Ayla’s mother and DiPietro are not married and don’t live together.

“No one has been eliminated as a suspect,” McCausland told CNN. Police have been careful not to name anyone a suspect and have warned against speculation.

Yet investigators have said they don’t think Ayla’s father and the other two women in the house that night have been totally forthcoming.

“They were the adults and they were there, and they may have answers,” McCausland said. “Justin was the father (and) we believe he knows more than he has told us.”

Father of missing girl takes polygraph

Trista Reynolds told WCSH she doesn’t believe there is evidence DiPietro killed their daughter, but added, “In my eyes, by him letting it go so long and not getting that help, yeah, he killed her.”

CNN was unable to reach DiPietro or his family’s lawyer but did speak with his mother, Phoebe DiPietro, Ayla’s paternal grandmother.

She declined comment on Reynolds’ revelations about alleged additional blood.

She stands by her son.

“I love my son, and I support him 100%,” Phoebe DiPietro said Wednesday. Despite the largest criminal investigation in Maine’s history – one that includes more than 1,100 leads – and repeated land and water searches near DiPietro’s Waterville home, no trace of Ayla has been found.

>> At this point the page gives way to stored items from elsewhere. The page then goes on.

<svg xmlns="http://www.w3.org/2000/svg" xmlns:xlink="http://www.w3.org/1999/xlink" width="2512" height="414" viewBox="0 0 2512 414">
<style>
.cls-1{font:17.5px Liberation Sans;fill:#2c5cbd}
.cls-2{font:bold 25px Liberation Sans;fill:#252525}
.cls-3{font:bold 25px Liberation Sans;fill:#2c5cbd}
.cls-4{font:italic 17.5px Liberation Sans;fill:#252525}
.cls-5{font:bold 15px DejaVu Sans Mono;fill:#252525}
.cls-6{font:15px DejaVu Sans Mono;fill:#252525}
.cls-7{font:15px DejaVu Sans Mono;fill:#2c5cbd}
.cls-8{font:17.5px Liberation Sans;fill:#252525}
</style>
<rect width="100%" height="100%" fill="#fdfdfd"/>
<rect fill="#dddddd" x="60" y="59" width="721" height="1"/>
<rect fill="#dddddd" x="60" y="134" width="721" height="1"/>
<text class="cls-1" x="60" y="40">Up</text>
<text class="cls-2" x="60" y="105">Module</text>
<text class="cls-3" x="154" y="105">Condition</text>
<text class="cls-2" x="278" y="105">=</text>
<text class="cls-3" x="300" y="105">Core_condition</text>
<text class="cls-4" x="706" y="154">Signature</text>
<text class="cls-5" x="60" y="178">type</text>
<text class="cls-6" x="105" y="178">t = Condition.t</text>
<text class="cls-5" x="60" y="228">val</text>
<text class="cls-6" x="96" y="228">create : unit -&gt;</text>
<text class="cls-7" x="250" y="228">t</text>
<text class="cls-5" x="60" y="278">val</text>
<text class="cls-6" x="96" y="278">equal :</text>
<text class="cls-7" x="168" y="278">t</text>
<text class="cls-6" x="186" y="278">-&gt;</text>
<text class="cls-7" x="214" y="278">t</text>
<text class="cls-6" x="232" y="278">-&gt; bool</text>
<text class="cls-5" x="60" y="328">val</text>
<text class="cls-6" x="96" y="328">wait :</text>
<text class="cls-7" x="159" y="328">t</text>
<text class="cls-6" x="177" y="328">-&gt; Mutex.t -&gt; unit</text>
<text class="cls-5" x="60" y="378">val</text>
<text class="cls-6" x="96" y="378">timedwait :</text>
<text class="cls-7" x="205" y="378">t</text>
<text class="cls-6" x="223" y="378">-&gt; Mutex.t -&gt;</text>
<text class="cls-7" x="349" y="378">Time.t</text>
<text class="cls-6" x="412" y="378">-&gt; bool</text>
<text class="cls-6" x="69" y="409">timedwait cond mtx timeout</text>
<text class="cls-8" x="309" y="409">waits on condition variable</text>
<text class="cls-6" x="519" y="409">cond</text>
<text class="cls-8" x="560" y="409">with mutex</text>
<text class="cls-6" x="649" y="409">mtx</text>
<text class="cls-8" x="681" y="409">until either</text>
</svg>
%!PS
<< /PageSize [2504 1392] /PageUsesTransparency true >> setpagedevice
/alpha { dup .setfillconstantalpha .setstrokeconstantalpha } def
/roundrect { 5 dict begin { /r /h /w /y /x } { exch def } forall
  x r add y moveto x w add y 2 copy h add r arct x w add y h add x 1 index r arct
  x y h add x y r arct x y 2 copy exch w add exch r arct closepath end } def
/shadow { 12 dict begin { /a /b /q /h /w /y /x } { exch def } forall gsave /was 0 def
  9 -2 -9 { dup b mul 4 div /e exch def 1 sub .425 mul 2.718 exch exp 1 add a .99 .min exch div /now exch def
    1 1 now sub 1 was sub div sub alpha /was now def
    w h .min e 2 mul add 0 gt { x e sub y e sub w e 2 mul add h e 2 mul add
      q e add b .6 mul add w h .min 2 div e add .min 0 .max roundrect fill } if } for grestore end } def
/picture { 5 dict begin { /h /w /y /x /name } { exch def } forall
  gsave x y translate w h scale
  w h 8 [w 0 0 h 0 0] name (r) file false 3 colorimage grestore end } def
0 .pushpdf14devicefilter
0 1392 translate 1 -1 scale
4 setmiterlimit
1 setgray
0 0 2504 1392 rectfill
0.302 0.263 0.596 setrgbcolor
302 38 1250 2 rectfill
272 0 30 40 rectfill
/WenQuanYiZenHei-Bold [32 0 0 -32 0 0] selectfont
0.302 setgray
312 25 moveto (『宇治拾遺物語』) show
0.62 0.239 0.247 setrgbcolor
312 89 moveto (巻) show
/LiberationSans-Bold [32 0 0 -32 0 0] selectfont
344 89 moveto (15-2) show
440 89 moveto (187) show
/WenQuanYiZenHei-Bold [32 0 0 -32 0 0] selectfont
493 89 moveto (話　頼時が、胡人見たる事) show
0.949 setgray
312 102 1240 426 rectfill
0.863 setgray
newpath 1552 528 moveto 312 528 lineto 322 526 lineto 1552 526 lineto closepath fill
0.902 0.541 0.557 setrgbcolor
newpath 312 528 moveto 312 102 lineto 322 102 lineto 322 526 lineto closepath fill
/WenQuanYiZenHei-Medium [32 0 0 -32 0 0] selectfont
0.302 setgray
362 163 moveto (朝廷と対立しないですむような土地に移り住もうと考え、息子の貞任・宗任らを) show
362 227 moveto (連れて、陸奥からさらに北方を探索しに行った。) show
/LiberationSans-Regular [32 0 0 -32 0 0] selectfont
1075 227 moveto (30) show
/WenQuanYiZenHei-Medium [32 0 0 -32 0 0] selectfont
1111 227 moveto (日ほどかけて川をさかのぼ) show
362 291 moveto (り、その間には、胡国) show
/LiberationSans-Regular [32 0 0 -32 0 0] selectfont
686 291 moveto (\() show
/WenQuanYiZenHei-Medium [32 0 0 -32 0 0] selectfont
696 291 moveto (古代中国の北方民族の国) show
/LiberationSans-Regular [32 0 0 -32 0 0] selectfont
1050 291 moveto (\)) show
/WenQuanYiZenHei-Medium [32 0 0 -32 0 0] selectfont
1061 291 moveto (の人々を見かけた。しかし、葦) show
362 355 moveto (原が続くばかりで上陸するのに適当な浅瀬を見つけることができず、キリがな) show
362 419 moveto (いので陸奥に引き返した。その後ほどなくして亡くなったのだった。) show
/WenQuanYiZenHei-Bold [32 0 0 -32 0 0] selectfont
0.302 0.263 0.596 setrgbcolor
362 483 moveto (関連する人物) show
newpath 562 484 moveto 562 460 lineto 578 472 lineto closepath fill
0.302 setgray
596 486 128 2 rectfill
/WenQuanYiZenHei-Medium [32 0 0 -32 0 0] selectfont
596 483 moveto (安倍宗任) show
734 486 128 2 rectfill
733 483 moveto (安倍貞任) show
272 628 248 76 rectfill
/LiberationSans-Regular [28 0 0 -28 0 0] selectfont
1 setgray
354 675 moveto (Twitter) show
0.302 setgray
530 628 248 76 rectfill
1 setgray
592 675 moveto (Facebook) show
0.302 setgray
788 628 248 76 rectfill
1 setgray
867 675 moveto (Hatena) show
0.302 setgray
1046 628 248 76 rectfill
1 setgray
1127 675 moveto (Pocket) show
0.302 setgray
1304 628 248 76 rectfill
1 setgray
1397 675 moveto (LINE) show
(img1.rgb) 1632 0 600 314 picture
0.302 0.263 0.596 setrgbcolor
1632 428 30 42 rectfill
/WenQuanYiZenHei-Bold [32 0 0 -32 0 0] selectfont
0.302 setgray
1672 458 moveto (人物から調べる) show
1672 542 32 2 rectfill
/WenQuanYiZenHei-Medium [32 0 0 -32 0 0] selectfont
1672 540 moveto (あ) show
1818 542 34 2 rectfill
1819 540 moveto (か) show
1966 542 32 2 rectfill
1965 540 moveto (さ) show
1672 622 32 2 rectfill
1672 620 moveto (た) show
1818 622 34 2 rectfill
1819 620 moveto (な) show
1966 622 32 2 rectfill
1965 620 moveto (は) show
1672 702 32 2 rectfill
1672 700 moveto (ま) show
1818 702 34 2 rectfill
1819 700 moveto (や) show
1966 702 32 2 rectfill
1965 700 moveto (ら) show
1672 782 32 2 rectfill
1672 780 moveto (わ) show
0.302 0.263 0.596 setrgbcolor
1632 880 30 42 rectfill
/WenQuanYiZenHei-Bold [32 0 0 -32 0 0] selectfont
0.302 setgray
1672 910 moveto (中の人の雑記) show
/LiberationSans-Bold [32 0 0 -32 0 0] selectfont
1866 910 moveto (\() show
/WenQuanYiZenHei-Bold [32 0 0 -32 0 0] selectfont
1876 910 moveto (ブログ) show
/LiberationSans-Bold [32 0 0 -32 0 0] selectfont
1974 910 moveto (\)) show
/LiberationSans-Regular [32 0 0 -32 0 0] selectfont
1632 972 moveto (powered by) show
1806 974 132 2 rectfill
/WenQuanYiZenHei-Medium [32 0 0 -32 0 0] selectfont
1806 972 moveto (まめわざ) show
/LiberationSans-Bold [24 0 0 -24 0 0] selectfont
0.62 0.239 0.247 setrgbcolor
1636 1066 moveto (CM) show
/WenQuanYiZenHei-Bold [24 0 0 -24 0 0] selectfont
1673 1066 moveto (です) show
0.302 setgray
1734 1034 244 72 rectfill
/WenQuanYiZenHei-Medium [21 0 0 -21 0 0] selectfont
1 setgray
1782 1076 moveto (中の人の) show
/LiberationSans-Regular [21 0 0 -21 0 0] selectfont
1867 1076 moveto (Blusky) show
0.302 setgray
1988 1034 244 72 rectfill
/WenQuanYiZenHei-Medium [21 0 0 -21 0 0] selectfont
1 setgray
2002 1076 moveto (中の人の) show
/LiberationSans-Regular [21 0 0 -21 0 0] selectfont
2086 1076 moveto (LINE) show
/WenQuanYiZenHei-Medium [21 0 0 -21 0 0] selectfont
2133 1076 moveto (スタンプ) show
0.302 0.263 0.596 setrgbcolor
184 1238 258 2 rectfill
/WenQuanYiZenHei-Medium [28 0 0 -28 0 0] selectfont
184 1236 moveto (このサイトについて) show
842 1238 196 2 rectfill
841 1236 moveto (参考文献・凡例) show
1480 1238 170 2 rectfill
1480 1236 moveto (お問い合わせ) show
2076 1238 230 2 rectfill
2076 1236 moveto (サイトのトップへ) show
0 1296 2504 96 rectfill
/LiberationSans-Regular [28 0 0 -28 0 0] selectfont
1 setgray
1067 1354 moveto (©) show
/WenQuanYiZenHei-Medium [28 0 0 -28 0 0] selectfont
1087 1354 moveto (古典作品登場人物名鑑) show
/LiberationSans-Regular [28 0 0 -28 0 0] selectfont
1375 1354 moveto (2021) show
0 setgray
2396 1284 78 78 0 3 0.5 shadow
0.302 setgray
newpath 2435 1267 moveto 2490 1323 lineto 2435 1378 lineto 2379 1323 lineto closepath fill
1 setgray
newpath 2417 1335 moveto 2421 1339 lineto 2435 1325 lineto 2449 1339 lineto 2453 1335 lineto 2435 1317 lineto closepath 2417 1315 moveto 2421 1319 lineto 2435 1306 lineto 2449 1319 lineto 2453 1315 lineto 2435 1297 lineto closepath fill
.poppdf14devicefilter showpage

The investigation remains “full and active” and more searches are expected, McCausland said.

Ayla’s parents and extended family want more to be done by authorities.

“I honestly believe that if it was their daughter or their child, their family, I believe the case would be solved,” Reynolds told WCSH.

Neither police nor the Maine attorney general’s office will comment on what Ayla’s mother said about her daughter’s alleged additional blood evidence.

What they will say is there isn’t enough evidence to make an arrest

“We make our charging decisions on the basis of the evidence and never on the basis of public pressure or public demand,” Assistant Attorney General William Stokes said Wednesday.

“We understand certainly the frustration that families feel in circumstance like these, but there are professional standards we must abide by for all of us, based not on emotion or feeling, but evidence-based.”

Reynolds isn’t through making disclosures, according to Hanson. He said Ayla’s mother plans to post additional alleged evidence provided to her by investigators on September 24 on her website, aylareynolds.com.

Ayla’s paternal grandmother would like to see someone provide age-progression photos of Ayla.

She said she and Ayla’s father believe the toddler is alive and that someone knows what happened to her.

“Why is it so far-fetched that people can’t believe my granddaughter can be out there?” Phoebe DiPietro said.

“We need the public to be looking for her … for someone to step forward and let us know where she is.”